2012 Leigh Lecture Speaker, March 8, 2012, 7:00 p.m. CUB 177, refreshments following

Matthew Rabin

Edward G. and Nancy S. Jordon Professor of Economics at University of CA, Berkeley

BIO: Matthew Rabin is the Edward G. and Nancy S. Jordan Professor of Economics at UC Berkeley. He received his PhD from MIT in 1989, the same year he joined the Berkeley faculty as an assistant professor. He also is director of the Program in Psychological Economics and a member of the Russell Sage Foundation Behavioral Economics Roundtable. He has held endowed visiting professorships at the London School of Economics and Harvard. His honors include MacArthur Foundation “Genius” Fellowship; Econometric Society Fellow; John Bates Clark Medal from American Economic Association; Fellow of American Academy of Arts and Sciences; Alfred P. Sloan Research Fellow; Graduate Economics Association, Outstanding Teaching Award; and the    John von Neumann Award.

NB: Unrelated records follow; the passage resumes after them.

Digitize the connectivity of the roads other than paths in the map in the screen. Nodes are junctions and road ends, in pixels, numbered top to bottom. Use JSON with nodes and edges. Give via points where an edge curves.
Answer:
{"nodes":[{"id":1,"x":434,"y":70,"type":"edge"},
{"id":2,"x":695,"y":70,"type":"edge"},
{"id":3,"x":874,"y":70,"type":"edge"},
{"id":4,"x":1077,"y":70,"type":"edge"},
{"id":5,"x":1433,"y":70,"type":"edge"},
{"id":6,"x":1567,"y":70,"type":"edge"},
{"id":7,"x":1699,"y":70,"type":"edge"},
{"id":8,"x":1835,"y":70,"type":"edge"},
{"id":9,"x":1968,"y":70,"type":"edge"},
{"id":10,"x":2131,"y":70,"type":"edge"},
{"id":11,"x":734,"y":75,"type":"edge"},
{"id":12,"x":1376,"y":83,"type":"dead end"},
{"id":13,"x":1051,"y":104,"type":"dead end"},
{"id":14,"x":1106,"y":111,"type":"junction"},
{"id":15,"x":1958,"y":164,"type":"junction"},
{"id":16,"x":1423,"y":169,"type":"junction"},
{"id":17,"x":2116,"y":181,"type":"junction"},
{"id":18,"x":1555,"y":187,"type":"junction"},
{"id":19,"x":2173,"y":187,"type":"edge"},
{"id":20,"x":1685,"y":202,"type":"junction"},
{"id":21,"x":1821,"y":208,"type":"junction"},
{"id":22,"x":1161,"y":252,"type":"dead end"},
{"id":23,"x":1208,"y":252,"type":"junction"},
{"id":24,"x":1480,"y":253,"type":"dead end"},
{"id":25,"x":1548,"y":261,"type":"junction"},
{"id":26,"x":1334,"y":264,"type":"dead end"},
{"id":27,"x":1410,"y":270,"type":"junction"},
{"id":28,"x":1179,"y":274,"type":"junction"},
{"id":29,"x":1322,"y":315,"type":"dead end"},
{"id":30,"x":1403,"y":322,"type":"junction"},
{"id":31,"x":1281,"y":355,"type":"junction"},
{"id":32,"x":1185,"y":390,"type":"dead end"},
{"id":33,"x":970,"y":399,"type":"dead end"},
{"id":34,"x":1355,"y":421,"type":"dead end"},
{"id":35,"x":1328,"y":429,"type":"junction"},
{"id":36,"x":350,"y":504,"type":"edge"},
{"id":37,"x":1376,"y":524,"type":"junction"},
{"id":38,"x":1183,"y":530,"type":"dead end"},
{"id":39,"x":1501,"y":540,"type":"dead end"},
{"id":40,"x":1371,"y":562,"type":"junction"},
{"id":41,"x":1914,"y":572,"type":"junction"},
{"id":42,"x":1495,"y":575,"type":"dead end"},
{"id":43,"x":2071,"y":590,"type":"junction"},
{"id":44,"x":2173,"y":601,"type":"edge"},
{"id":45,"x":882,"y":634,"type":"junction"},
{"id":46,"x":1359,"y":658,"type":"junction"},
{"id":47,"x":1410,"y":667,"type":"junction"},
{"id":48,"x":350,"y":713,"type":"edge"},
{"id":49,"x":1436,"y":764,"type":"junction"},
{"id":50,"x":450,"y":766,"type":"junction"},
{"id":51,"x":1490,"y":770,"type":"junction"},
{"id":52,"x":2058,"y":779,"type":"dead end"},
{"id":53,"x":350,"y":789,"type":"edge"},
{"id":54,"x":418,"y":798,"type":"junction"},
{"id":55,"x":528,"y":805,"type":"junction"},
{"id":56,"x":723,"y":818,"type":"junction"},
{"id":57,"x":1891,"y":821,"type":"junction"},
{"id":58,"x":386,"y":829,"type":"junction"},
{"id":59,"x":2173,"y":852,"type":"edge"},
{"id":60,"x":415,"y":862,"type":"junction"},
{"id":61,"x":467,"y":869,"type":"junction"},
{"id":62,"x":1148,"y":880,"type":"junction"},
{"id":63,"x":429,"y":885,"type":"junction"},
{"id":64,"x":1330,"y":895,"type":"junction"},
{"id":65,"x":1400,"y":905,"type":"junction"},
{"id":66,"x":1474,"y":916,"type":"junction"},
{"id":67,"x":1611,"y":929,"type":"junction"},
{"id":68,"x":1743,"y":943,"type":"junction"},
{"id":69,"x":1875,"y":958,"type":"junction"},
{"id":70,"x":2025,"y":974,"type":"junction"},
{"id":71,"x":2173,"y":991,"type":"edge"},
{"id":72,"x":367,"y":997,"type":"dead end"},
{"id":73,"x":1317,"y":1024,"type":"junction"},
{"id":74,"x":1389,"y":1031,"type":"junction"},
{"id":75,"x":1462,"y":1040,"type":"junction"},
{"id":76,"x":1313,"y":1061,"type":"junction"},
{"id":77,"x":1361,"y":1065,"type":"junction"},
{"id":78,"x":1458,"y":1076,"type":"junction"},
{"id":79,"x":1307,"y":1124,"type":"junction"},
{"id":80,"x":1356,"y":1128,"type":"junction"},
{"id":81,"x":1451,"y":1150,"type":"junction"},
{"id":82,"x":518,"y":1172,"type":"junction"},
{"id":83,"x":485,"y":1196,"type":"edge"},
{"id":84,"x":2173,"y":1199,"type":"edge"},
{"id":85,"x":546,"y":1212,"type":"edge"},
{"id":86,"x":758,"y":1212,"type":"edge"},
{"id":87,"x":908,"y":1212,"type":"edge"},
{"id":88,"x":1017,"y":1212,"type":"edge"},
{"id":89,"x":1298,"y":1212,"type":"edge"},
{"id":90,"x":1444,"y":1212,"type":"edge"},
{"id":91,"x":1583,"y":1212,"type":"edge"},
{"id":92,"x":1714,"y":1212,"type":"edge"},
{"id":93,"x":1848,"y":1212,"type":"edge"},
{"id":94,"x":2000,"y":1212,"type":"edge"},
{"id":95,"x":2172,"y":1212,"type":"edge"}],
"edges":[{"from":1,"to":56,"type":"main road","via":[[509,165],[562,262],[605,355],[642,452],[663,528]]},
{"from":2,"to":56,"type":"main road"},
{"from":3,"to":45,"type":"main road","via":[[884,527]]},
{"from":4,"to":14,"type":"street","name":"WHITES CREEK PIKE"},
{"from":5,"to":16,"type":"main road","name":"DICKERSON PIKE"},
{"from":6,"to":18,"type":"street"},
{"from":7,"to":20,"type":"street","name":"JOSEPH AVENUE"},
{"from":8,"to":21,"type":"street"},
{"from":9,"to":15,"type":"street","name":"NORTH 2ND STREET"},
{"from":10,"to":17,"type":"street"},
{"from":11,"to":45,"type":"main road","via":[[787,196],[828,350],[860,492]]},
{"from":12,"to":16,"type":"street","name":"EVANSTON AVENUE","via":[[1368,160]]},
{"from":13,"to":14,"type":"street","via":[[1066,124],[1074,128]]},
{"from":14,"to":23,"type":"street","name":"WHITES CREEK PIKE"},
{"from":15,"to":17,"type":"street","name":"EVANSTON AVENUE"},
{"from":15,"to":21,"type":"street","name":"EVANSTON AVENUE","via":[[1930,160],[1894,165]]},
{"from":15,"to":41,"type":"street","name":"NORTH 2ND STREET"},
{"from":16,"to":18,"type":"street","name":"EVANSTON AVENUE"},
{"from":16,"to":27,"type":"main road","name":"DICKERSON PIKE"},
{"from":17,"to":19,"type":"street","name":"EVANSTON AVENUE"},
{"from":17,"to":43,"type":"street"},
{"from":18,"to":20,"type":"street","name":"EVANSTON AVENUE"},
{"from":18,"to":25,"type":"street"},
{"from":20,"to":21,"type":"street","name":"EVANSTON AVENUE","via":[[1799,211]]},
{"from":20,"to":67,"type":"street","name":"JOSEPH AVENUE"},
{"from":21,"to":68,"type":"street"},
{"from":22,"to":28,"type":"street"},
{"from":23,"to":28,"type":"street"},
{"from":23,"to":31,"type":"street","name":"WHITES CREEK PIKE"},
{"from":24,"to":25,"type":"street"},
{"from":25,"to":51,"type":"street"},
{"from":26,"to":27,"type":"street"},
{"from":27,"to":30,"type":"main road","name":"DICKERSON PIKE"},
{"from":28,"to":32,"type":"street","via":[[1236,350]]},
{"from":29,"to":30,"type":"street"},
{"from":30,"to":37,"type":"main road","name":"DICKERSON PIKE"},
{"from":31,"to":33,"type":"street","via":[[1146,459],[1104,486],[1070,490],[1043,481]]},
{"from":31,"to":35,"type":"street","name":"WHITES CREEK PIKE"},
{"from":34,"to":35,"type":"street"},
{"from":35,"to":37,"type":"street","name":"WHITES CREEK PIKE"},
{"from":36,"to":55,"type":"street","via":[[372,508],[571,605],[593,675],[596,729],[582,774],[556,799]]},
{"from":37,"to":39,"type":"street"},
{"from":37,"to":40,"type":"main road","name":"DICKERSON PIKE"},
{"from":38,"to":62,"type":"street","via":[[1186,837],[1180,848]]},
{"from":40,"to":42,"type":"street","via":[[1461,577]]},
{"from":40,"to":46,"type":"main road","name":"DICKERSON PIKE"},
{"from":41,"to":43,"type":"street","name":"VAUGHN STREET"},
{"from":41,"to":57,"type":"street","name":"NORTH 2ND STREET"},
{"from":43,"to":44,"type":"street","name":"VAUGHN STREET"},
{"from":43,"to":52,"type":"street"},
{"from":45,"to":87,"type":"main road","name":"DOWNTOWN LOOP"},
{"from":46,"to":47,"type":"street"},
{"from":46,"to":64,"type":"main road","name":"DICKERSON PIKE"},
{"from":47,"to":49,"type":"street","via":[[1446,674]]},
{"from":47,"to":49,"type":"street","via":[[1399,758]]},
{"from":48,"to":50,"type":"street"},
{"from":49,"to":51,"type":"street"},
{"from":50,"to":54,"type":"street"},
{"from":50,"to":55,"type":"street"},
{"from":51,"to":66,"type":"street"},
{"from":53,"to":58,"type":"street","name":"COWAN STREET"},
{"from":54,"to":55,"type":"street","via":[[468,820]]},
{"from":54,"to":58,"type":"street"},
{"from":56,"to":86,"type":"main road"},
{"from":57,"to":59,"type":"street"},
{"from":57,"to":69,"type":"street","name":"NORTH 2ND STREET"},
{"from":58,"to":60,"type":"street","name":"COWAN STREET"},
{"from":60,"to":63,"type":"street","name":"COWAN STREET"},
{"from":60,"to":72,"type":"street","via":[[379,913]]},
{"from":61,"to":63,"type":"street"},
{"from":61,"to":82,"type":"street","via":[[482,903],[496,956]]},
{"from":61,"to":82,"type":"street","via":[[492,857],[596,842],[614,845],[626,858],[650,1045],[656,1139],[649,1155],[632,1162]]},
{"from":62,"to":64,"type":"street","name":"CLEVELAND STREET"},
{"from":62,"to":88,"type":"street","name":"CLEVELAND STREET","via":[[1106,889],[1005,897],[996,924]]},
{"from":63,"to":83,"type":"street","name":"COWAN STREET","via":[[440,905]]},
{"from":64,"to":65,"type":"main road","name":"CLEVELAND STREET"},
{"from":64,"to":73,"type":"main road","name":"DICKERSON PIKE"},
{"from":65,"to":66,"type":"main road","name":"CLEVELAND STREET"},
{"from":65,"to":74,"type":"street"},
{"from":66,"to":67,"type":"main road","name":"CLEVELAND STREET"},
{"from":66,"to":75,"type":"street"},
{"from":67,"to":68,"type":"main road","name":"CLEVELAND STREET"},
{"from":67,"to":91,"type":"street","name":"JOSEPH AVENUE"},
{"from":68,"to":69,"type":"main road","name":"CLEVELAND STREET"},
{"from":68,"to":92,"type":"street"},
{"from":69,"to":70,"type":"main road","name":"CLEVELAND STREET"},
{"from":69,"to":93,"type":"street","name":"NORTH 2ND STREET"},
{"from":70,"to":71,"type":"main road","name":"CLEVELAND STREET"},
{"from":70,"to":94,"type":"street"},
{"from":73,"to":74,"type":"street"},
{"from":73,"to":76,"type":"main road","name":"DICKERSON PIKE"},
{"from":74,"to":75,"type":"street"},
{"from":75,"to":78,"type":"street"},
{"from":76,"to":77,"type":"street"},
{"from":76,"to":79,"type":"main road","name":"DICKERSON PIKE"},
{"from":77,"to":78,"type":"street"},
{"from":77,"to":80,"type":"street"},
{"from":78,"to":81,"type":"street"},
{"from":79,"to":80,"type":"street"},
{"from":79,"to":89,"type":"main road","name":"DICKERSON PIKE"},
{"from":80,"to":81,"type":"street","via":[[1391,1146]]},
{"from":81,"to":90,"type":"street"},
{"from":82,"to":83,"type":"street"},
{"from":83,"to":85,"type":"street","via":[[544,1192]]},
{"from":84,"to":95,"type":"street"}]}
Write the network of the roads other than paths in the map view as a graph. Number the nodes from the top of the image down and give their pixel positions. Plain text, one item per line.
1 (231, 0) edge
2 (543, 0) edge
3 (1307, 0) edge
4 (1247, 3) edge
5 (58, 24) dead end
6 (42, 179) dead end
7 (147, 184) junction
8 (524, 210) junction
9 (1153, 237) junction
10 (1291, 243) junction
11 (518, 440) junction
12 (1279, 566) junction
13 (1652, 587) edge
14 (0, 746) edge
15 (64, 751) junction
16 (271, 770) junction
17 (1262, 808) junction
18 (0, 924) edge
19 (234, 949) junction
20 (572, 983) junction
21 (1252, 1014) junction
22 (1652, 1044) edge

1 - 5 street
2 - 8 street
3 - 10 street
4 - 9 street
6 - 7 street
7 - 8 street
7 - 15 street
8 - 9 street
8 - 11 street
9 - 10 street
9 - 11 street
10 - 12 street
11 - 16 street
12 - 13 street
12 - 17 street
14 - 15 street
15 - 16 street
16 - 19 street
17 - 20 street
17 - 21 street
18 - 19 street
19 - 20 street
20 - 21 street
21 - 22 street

Incorporating More  Realistic Psychology into Economics

Professor Rabin will explain recent efforts to combine the substance, techniques, and goals of standard economics with psychological factors previously under-emphasized by economists.  He will present findings that suggest the need for modifying economic theory to include such phenomena as people mispredicting their own tastes or suffering from self-control problems, and briefly explain how economists are beginning to use this research to change and improve economics.